Only 40 and already menopausal 2

Only 40 and already menopausal

During menopause, women undergo hormonal changes. When this process begins, it differs individually. For most of them, it starts around the age of 50 – but sometimes even sooner or later.

Menopause: When does the rule last?

Menopause, also called menopause, marks the transition between the fertile and infertile stages of a woman's life. The ovaries work slower and the production of the female sex hormones estrogen and progesterone declines. This process takes several years and can be divided into the following stages of life:

  • premenopausal: Since the age of 40, the hormones estrogen and progesterone have been gradually declining and fertility declining rapidly. The first signs of menopause are irregular periods and stronger PMSDiscomfort.
  • perimenopause: The phase from one to two years before and up to one year after menopause (= moment of last menstruation) is called perimenopause. Bleeding and ovulation are becoming more frequent and frequent menopausal such as hot flashes, sweating, weight gain, mood swings and sleep disorders.
  • menopause: Menopause is the time of last menstruation and thus the beginning of infertility. It averages at age 51.
  • Postmenopause: Twelve months after the last menstruation, postmenopause begins. Symptoms such as hair loss, back pain and vaginal dryness it can happen.

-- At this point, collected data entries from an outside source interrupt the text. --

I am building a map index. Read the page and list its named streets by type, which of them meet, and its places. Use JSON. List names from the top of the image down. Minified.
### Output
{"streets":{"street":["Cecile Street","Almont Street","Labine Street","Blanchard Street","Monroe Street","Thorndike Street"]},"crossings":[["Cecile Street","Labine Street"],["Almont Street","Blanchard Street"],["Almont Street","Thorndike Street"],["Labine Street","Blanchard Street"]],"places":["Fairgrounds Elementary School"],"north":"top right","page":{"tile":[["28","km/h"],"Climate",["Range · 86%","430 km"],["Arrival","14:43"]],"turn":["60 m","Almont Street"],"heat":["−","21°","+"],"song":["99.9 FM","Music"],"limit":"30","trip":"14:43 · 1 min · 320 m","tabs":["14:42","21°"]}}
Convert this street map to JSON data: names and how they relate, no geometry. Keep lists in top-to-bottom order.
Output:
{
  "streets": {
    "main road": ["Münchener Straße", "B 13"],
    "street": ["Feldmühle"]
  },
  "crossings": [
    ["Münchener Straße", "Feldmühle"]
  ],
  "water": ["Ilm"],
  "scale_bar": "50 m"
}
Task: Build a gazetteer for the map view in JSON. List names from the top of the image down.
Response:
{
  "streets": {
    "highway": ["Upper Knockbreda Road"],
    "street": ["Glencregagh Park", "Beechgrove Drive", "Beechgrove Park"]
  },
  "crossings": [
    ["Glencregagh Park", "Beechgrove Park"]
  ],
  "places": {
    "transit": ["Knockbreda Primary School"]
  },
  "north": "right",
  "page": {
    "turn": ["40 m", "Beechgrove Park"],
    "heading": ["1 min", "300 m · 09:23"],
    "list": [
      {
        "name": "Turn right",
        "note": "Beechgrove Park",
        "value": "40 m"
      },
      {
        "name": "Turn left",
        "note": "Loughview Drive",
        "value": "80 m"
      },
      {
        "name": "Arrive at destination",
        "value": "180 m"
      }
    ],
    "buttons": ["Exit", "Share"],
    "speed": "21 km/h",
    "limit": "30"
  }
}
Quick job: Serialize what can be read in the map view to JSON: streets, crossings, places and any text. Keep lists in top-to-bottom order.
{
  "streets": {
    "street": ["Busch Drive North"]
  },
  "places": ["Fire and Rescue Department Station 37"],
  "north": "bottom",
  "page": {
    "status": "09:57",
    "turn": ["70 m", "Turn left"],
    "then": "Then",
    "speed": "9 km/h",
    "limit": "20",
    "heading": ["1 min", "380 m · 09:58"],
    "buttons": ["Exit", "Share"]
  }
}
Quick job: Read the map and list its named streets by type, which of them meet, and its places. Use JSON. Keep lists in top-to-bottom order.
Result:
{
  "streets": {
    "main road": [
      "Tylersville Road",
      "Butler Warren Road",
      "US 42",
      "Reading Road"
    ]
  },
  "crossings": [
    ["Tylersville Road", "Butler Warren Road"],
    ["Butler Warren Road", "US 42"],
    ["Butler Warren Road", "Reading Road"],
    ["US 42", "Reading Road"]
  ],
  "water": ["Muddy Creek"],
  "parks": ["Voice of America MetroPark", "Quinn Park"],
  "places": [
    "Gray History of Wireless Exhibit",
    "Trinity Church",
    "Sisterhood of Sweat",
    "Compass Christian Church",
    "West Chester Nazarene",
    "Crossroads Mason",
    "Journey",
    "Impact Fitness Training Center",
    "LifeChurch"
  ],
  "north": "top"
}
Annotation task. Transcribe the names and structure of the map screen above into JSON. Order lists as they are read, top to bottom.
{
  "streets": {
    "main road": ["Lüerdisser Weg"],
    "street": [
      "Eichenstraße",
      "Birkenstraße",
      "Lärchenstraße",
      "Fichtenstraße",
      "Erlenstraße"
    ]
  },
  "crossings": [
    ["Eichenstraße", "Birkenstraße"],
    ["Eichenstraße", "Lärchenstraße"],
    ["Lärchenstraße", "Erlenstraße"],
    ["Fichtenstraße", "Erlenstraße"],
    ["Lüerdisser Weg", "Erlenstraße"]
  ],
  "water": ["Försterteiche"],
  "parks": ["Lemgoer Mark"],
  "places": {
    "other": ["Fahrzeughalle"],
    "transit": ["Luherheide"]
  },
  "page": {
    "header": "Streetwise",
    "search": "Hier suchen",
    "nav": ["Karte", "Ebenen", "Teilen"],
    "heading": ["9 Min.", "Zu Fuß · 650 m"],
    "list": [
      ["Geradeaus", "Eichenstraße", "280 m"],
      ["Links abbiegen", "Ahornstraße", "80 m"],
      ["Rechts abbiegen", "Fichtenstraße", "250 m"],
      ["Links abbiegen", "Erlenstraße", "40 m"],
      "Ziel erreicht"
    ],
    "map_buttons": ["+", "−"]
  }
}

What are the first signs of menopause?

As a result of changes in hormone balance, various complaints can occur in menopause. Typical symptoms include hot flashes, sleep problems, or chest pain. If that happens, the hormone conversion is already in full swing. The first signs have already been spotted earlier. The following symptoms may help you recognize the onset of menopause:

  • mood swings
  • Depressive moods
  • sleep disorders
  • blinking hot
  • Cycle irregularities
  • headaches
  • breast sensitivity
  • water retention
  • joint pain
  • Dry mucous membrane and vagina

Since symptoms may not always be directly related to the symptoms of menopause, you should always consult your family doctor or gynecologist first.

Menopause Is Possible From The Age Of 40?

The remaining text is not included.